* TASK DIRECTIONS
Pictures are not part of the copy; retype all the records below exactly.

Collected data entries
-*-*-

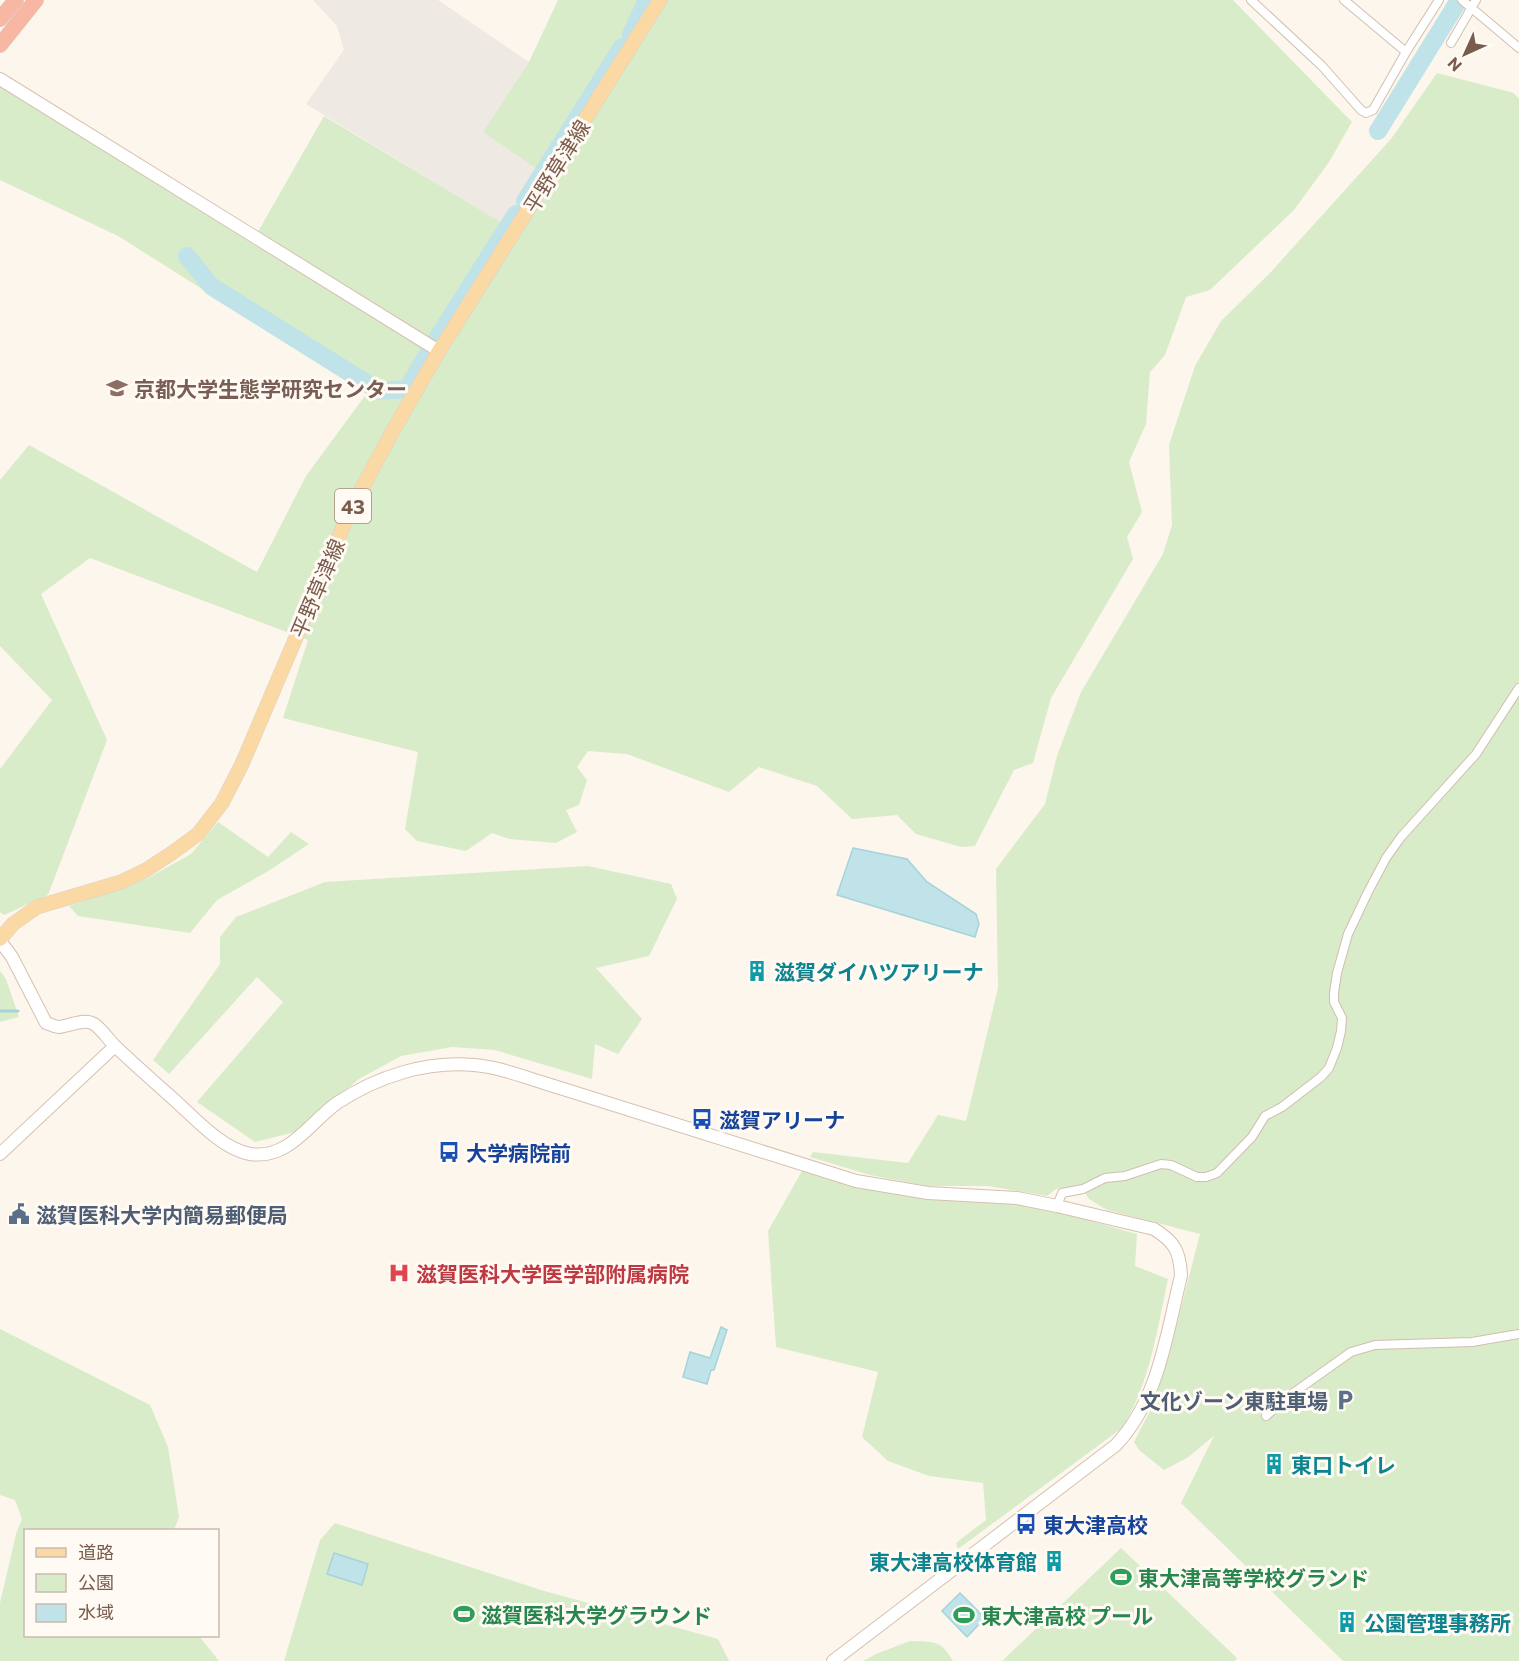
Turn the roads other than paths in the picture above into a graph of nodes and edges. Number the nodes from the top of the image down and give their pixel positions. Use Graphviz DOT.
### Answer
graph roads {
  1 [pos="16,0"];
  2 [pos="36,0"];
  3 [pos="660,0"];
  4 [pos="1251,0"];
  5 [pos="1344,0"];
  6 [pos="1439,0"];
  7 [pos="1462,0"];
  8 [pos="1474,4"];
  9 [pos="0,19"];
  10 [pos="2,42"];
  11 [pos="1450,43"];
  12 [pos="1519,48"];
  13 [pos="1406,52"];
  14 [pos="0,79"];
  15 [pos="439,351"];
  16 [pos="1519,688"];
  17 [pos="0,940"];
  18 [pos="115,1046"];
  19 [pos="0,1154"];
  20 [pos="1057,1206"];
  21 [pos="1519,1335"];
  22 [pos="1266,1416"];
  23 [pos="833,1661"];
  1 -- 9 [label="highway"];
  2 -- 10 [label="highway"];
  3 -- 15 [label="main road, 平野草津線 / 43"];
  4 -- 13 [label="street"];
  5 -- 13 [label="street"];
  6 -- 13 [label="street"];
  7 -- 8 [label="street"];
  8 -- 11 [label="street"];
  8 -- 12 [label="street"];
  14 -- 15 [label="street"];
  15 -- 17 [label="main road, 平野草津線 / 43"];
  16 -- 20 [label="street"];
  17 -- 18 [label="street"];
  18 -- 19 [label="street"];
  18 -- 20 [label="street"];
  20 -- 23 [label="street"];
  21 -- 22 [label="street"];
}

-*-*-

* WRITTEN ANSWER
Turn the roads other than paths in the picture above into a graph of nodes and edges. Number the nodes from the top of the image down and give their pixel positions. Use Graphviz DOT.
### Answer
graph roads {
  1 [pos="16,0"];
  2 [pos="36,0"];
  3 [pos="660,0"];
  4 [pos="1251,0"];
  5 [pos="1344,0"];
  6 [pos="1439,0"];
  7 [pos="1462,0"];
  8 [pos="1474,4"];
  9 [pos="0,19"];
  10 [pos="2,42"];
  11 [pos="1450,43"];
  12 [pos="1519,48"];
  13 [pos="1406,52"];
  14 [pos="0,79"];
  15 [pos="439,351"];
  16 [pos="1519,688"];
  17 [pos="0,940"];
  18 [pos="115,1046"];
  19 [pos="0,1154"];
  20 [pos="1057,1206"];
  21 [pos="1519,1335"];
  22 [pos="1266,1416"];
  23 [pos="833,1661"];
  1 -- 9 [label="highway"];
  2 -- 10 [label="highway"];
  3 -- 15 [label="main road, 平野草津線 / 43"];
  4 -- 13 [label="street"];
  5 -- 13 [label="street"];
  6 -- 13 [label="street"];
  7 -- 8 [label="street"];
  8 -- 11 [label="street"];
  8 -- 12 [label="street"];
  14 -- 15 [label="street"];
  15 -- 17 [label="main road, 平野草津線 / 43"];
  16 -- 20 [label="street"];
  17 -- 18 [label="street"];
  18 -- 19 [label="street"];
  18 -- 20 [label="street"];
  20 -- 23 [label="street"];
  21 -- 22 [label="street"];
}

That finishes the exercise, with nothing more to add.